FLQ 1977

The Execution of Pierre Laporte


Source: Pierre Vallières, L'Execution de Pierre Laporte. Éditions Québec/Amerique, Montreal, 1977;
Translated: for marxists.org by Mitch Abidor;
CopyLeft: Creative Commons (Attribute & ShareAlike) marxists.org 2004.

In 1976, in a book completed on the day René Lévesque and the pro-independence Parti Québécois (PQ) were voted into power, Pierre Vallières presented a revisionist version of the events of October 1970. Laporte wasn’t killed by members of the FLQ. Rather it was a plot by the federal government to discredit and destroy the independence movement. The FLQ was presented as small and ineffective, a plaything in the hands of the authorities. Only the government (or the mob) could have carried out the killing.

Vallières, who was already growing distant from his former comrades, was now to be almost totally cut off from his erstwhile comrades. The FLQ members responsible for the kidnapping have never discussed the details, but later admitted and accepted their responsibility for the death of Pierre Laporte.


Three principal stages can be identified in the federal aggression of 1970.

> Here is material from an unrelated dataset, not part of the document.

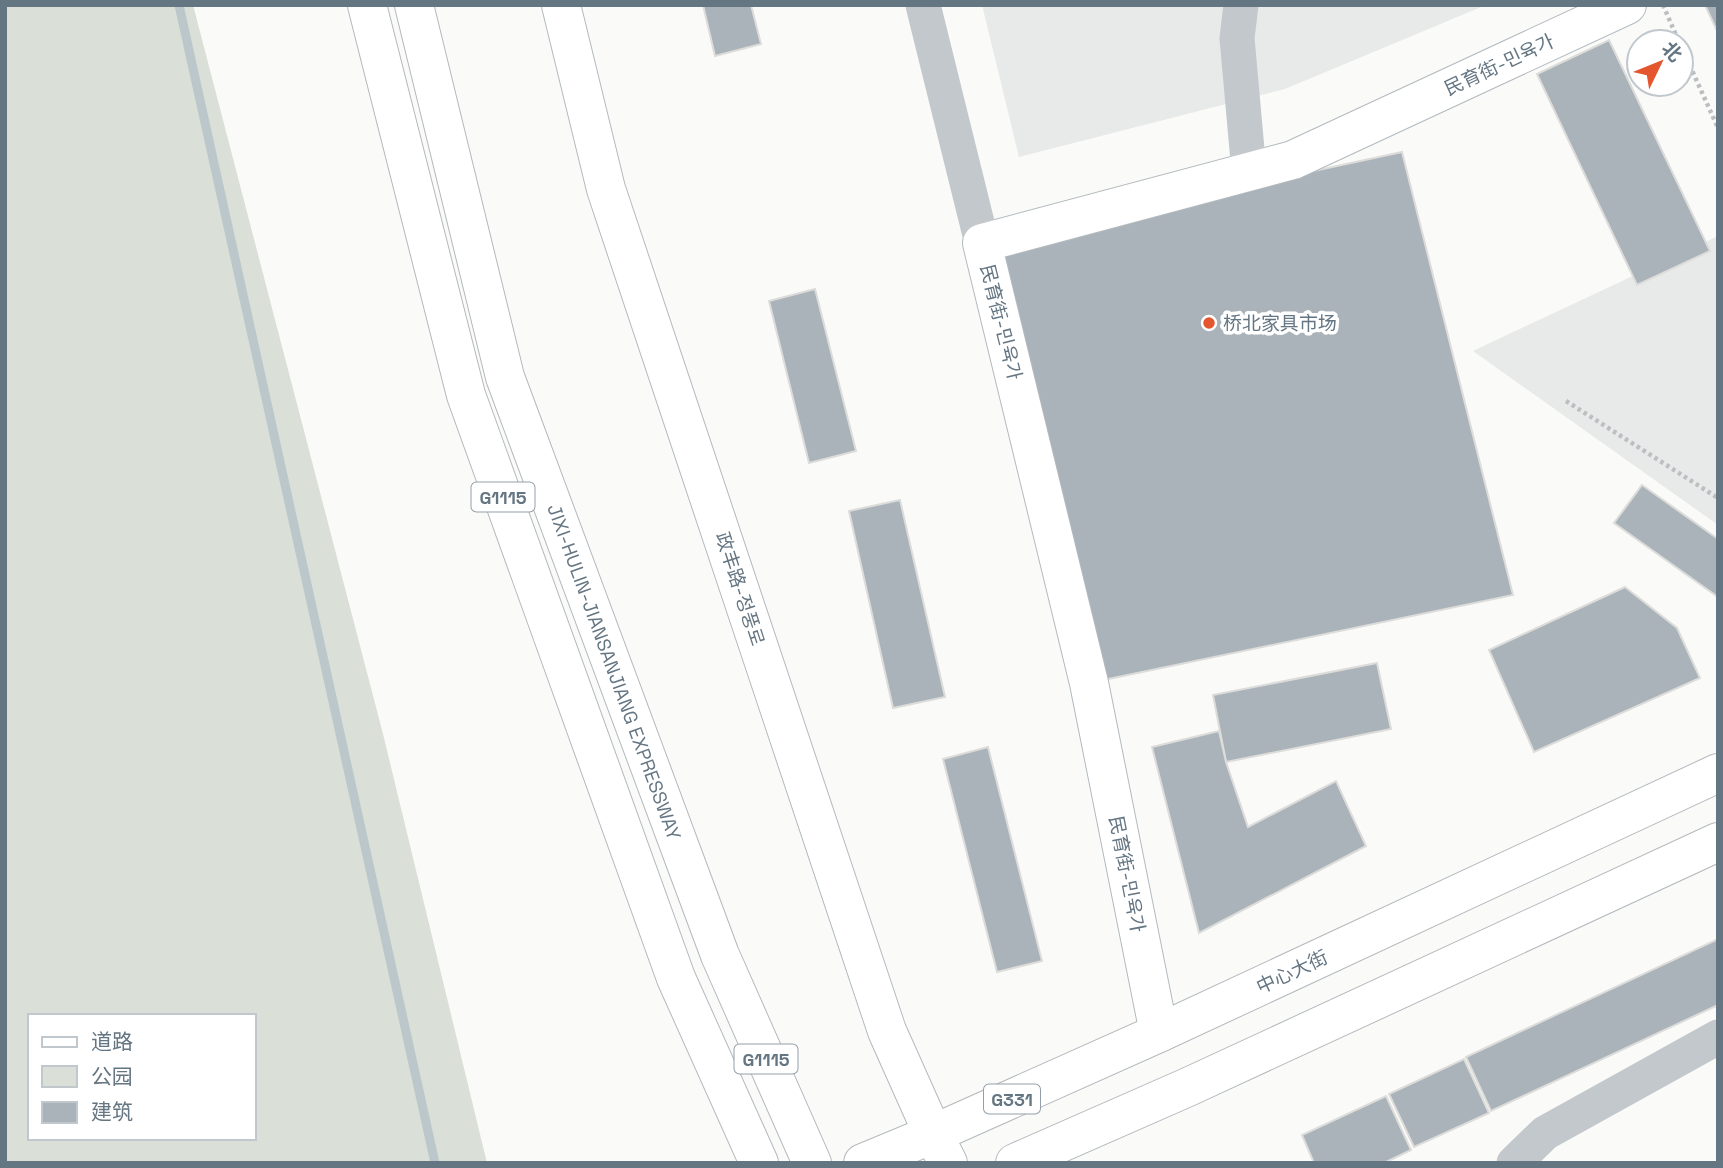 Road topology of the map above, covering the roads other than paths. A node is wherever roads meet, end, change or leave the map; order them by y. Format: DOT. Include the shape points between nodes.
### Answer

  1. May 7, 1970 the Trudeau cabinet takes the decision to proclaim the War Measures Act as soon as the circumstances seem favorable. To this end it creates a special committee which, in collaboration with the army, the RCMP and several other governmental services, judges that a kidnapping carried out by the FLQ would be a good way to set off the crisis. The army already has a plan in readiness, which is called Opération Essai. In September 1970 it seems certain that the Libération cell [of the FLQ] will go into action. September 28 there’s a state of “red alert.”
  2. On October 5, 1970 the British diplomat James Cross is kidnapped. The authorities put in place the circumstances that will justify the proclamation of War Measures and will permit the unfolding of Opération Essai. On a whole, though, the cabinet of Quebec doesn’t participate to the extent wished for by the federal government.
  3. On October 10, 1970 the minister Pierrre Laporte is kidnapped in his turn. It then becomes easier for Ottawa to obtain the collaboration of the government of Quebec in the decision to impose the War Measures. The Bourassa[1] cabinet gives its agreement the 14th. The 15th the army enters Montreal. The 16th the War Measures Act is proclaimed. October 17 Pierre Laporte is “executed” by a phantom cell, Dieppe (Royal 22nd). If Pierre Laporte had been liberated, what would he have said of the proclamation of the War Measures Act? What would he have said of the circumstances of his captivity? But the death of the minister serves to justify the proclamation and the pursuit without any resistance of the generalized round-up of many Québécois. Opération Essai is assured of achieving its objectives. In Ottawa it is hoped that the indépendantistes of Quebec will not be able to recover from this blow.

With an “impacable logic,” Opération Essai unfurled in the name of the defense of “fundamental” liberties. If they'd really wanted to the authorities could have put an end to the activities of the FLQ since 1969. They could have dismantled the organization without any difficulty. The preferred to “plant” their agents there in order to put the unleashing of Opération Essai on the heads of the Québécois.

Already convinced that Quebec didn’t deserve any form of “special status” within the Confederation, the federal government had no hesitation about “sacrificing” Pierre Laporte in order to reach its ends, i.e., to essentially submit the government of Quebec to its dictates and eliminate the “separatist threat.” Robert Bourassa collaborated without hesitation in the application of the first objective. The people of Quebec, more clever than they appeared, prevented the realization of the second.

Six years later the indépendantistes took over the government of Quebec in the course of a democratic election that gave them a comfortable parliamentary majority. In this first stage the federal plan, piloted by Trudeau, seems to have been foiled. But in the next period the inevitable confrontation becomes increasingly clear. “The crisis is immediate,” Pierre Trudeau declared ten days after the arrival in power of the Parti Québécois (PQ).

When it was in the opposition the PQ several times called for a public inquest on the facts and causes of the October Crisis, and the true circumstances of the “execution” of Pierre Laporte...

The repressive functioning of the Canadian political system currently constitutes a serious threat to the people of Quebec. The October Crisis wasn’t an “historical accident,” but on the contrary the premeditated execution of a plan that had no other objective than to compromise all of our future chances. It is urgent that this be taken note of and that we act in consequence. Firstly, by casting all possible light on the events of 1970 via a public inquest; secondly, by the most elementary and enlightened of caution, avoiding the provocations and traps that the central power will not fail to fabricate in the hopes of degrading the political and social climate in order to profit by this in order, if possible, to return things to the status quo.


1. Liberal Prime minister of Quebec during the Crisis.